MATERIAL FOR THIS TASK Start Marker

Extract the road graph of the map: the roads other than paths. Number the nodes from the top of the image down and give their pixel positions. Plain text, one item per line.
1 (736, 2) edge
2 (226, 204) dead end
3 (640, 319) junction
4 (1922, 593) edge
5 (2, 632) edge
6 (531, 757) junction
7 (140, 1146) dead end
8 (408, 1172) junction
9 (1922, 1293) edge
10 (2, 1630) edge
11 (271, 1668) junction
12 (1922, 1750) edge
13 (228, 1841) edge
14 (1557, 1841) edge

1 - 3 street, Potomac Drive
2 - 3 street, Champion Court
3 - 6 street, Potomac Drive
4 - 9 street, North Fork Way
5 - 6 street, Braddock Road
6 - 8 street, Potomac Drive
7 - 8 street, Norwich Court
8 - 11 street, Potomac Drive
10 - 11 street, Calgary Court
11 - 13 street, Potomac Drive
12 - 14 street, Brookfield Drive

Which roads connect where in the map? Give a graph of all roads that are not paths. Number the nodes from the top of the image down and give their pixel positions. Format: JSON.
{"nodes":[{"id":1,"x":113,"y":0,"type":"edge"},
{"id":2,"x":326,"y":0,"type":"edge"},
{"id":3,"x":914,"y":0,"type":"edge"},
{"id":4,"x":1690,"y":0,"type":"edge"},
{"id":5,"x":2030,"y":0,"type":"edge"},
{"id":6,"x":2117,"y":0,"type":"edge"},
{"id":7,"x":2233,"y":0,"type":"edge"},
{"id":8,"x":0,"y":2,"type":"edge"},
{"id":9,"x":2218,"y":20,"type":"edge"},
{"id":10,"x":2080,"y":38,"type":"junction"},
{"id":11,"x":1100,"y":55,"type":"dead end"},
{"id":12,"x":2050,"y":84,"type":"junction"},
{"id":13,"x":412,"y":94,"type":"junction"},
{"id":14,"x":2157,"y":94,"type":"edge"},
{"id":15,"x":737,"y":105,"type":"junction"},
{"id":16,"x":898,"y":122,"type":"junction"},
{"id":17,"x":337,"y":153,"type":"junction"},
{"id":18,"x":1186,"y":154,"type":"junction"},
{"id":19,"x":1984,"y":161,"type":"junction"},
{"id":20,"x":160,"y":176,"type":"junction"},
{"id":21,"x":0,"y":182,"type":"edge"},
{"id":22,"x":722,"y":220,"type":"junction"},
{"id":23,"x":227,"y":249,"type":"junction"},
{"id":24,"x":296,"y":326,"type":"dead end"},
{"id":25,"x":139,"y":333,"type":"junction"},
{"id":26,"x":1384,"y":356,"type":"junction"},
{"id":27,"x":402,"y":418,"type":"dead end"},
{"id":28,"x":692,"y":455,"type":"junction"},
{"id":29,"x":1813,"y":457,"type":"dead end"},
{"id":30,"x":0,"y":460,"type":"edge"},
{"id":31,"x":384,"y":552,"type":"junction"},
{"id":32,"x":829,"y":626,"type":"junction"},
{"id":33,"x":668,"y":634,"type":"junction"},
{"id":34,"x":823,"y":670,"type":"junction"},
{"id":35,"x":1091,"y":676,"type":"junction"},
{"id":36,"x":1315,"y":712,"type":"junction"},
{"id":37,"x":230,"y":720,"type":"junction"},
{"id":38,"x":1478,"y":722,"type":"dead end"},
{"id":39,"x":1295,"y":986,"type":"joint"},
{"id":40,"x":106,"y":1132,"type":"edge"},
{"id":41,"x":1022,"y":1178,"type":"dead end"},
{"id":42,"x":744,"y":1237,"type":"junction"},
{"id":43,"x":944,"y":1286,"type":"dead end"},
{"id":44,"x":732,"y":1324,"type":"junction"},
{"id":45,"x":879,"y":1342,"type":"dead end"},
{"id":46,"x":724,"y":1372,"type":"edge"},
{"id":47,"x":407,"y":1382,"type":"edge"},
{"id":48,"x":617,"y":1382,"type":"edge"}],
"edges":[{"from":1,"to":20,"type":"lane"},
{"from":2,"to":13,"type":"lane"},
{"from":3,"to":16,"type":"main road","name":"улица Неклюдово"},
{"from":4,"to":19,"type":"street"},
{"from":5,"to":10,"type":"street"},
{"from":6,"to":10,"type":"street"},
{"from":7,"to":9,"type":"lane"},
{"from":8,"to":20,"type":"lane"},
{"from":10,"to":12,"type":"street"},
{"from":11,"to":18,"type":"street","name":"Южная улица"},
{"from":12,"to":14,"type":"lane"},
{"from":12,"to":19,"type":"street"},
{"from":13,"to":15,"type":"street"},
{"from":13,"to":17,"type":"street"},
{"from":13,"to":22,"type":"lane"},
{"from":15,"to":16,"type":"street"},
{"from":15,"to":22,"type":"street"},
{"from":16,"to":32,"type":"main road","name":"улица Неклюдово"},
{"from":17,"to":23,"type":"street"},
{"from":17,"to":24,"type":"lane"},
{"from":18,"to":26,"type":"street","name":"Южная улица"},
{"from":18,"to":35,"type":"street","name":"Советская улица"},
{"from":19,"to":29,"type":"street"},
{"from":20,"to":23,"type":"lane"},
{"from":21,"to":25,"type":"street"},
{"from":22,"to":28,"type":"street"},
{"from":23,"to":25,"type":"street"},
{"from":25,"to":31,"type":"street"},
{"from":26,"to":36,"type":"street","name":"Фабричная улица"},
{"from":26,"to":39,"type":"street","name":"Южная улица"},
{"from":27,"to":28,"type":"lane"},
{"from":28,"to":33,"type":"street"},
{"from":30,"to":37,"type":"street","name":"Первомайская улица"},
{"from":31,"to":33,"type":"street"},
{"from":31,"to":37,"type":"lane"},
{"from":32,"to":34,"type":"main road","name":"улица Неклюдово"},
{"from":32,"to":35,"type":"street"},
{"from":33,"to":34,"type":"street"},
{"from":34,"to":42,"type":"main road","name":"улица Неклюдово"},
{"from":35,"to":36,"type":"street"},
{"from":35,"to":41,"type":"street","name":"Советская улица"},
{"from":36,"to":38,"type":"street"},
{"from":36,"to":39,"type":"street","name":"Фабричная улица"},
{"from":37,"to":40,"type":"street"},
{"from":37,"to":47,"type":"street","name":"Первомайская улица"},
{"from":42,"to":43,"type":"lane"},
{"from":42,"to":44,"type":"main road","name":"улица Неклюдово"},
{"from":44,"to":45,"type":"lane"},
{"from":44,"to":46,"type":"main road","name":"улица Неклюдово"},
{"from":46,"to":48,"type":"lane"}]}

MATERIAL FOR THIS TASK End Marker

» EXERCISE OBJECTIVE:
What this exercise asks for is the data above, retyped exactly.

» YOUR RESPONSE:
Extract the road graph of the map: the roads other than paths. Number the nodes from the top of the image down and give their pixel positions. Plain text, one item per line.
1 (736, 2) edge
2 (226, 204) dead end
3 (640, 319) junction
4 (1922, 593) edge
5 (2, 632) edge
6 (531, 757) junction
7 (140, 1146) dead end
8 (408, 1172) junction
9 (1922, 1293) edge
10 (2, 1630) edge
11 (271, 1668) junction
12 (1922, 1750) edge
13 (228, 1841) edge
14 (1557, 1841) edge

1 - 3 street, Potomac Drive
2 - 3 street, Champion Court
3 - 6 street, Potomac Drive
4 - 9 street, North Fork Way
5 - 6 street, Braddock Road
6 - 8 street, Potomac Drive
7 - 8 street, Norwich Court
8 - 11 street, Potomac Drive
10 - 11 street, Calgary Court
11 - 13 street, Potomac Drive
12 - 14 street, Brookfield Drive

Which roads connect where in the map? Give a graph of all roads that are not paths. Number the nodes from the top of the image down and give their pixel positions. Format: JSON.
{"nodes":[{"id":1,"x":113,"y":0,"type":"edge"},
{"id":2,"x":326,"y":0,"type":"edge"},
{"id":3,"x":914,"y":0,"type":"edge"},
{"id":4,"x":1690,"y":0,"type":"edge"},
{"id":5,"x":2030,"y":0,"type":"edge"},
{"id":6,"x":2117,"y":0,"type":"edge"},
{"id":7,"x":2233,"y":0,"type":"edge"},
{"id":8,"x":0,"y":2,"type":"edge"},
{"id":9,"x":2218,"y":20,"type":"edge"},
{"id":10,"x":2080,"y":38,"type":"junction"},
{"id":11,"x":1100,"y":55,"type":"dead end"},
{"id":12,"x":2050,"y":84,"type":"junction"},
{"id":13,"x":412,"y":94,"type":"junction"},
{"id":14,"x":2157,"y":94,"type":"edge"},
{"id":15,"x":737,"y":105,"type":"junction"},
{"id":16,"x":898,"y":122,"type":"junction"},
{"id":17,"x":337,"y":153,"type":"junction"},
{"id":18,"x":1186,"y":154,"type":"junction"},
{"id":19,"x":1984,"y":161,"type":"junction"},
{"id":20,"x":160,"y":176,"type":"junction"},
{"id":21,"x":0,"y":182,"type":"edge"},
{"id":22,"x":722,"y":220,"type":"junction"},
{"id":23,"x":227,"y":249,"type":"junction"},
{"id":24,"x":296,"y":326,"type":"dead end"},
{"id":25,"x":139,"y":333,"type":"junction"},
{"id":26,"x":1384,"y":356,"type":"junction"},
{"id":27,"x":402,"y":418,"type":"dead end"},
{"id":28,"x":692,"y":455,"type":"junction"},
{"id":29,"x":1813,"y":457,"type":"dead end"},
{"id":30,"x":0,"y":460,"type":"edge"},
{"id":31,"x":384,"y":552,"type":"junction"},
{"id":32,"x":829,"y":626,"type":"junction"},
{"id":33,"x":668,"y":634,"type":"junction"},
{"id":34,"x":823,"y":670,"type":"junction"},
{"id":35,"x":1091,"y":676,"type":"junction"},
{"id":36,"x":1315,"y":712,"type":"junction"},
{"id":37,"x":230,"y":720,"type":"junction"},
{"id":38,"x":1478,"y":722,"type":"dead end"},
{"id":39,"x":1295,"y":986,"type":"joint"},
{"id":40,"x":106,"y":1132,"type":"edge"},
{"id":41,"x":1022,"y":1178,"type":"dead end"},
{"id":42,"x":744,"y":1237,"type":"junction"},
{"id":43,"x":944,"y":1286,"type":"dead end"},
{"id":44,"x":732,"y":1324,"type":"junction"},
{"id":45,"x":879,"y":1342,"type":"dead end"},
{"id":46,"x":724,"y":1372,"type":"edge"},
{"id":47,"x":407,"y":1382,"type":"edge"},
{"id":48,"x":617,"y":1382,"type":"edge"}],
"edges":[{"from":1,"to":20,"type":"lane"},
{"from":2,"to":13,"type":"lane"},
{"from":3,"to":16,"type":"main road","name":"улица Неклюдово"},
{"from":4,"to":19,"type":"street"},
{"from":5,"to":10,"type":"street"},
{"from":6,"to":10,"type":"street"},
{"from":7,"to":9,"type":"lane"},
{"from":8,"to":20,"type":"lane"},
{"from":10,"to":12,"type":"street"},
{"from":11,"to":18,"type":"street","name":"Южная улица"},
{"from":12,"to":14,"type":"lane"},
{"from":12,"to":19,"type":"street"},
{"from":13,"to":15,"type":"street"},
{"from":13,"to":17,"type":"street"},
{"from":13,"to":22,"type":"lane"},
{"from":15,"to":16,"type":"street"},
{"from":15,"to":22,"type":"street"},
{"from":16,"to":32,"type":"main road","name":"улица Неклюдово"},
{"from":17,"to":23,"type":"street"},
{"from":17,"to":24,"type":"lane"},
{"from":18,"to":26,"type":"street","name":"Южная улица"},
{"from":18,"to":35,"type":"street","name":"Советская улица"},
{"from":19,"to":29,"type":"street"},
{"from":20,"to":23,"type":"lane"},
{"from":21,"to":25,"type":"street"},
{"from":22,"to":28,"type":"street"},
{"from":23,"to":25,"type":"street"},
{"from":25,"to":31,"type":"street"},
{"from":26,"to":36,"type":"street","name":"Фабричная улица"},
{"from":26,"to":39,"type":"street","name":"Южная улица"},
{"from":27,"to":28,"type":"lane"},
{"from":28,"to":33,"type":"street"},
{"from":30,"to":37,"type":"street","name":"Первомайская улица"},
{"from":31,"to":33,"type":"street"},
{"from":31,"to":37,"type":"lane"},
{"from":32,"to":34,"type":"main road","name":"улица Неклюдово"},
{"from":32,"to":35,"type":"street"},
{"from":33,"to":34,"type":"street"},
{"from":34,"to":42,"type":"main road","name":"улица Неклюдово"},
{"from":35,"to":36,"type":"street"},
{"from":35,"to":41,"type":"street","name":"Советская улица"},
{"from":36,"to":38,"type":"street"},
{"from":36,"to":39,"type":"street","name":"Фабричная улица"},
{"from":37,"to":40,"type":"street"},
{"from":37,"to":47,"type":"street","name":"Первомайская улица"},
{"from":42,"to":43,"type":"lane"},
{"from":42,"to":44,"type":"main road","name":"улица Неклюдово"},
{"from":44,"to":45,"type":"lane"},
{"from":44,"to":46,"type":"main road","name":"улица Неклюдово"},
{"from":46,"to":48,"type":"lane"}]}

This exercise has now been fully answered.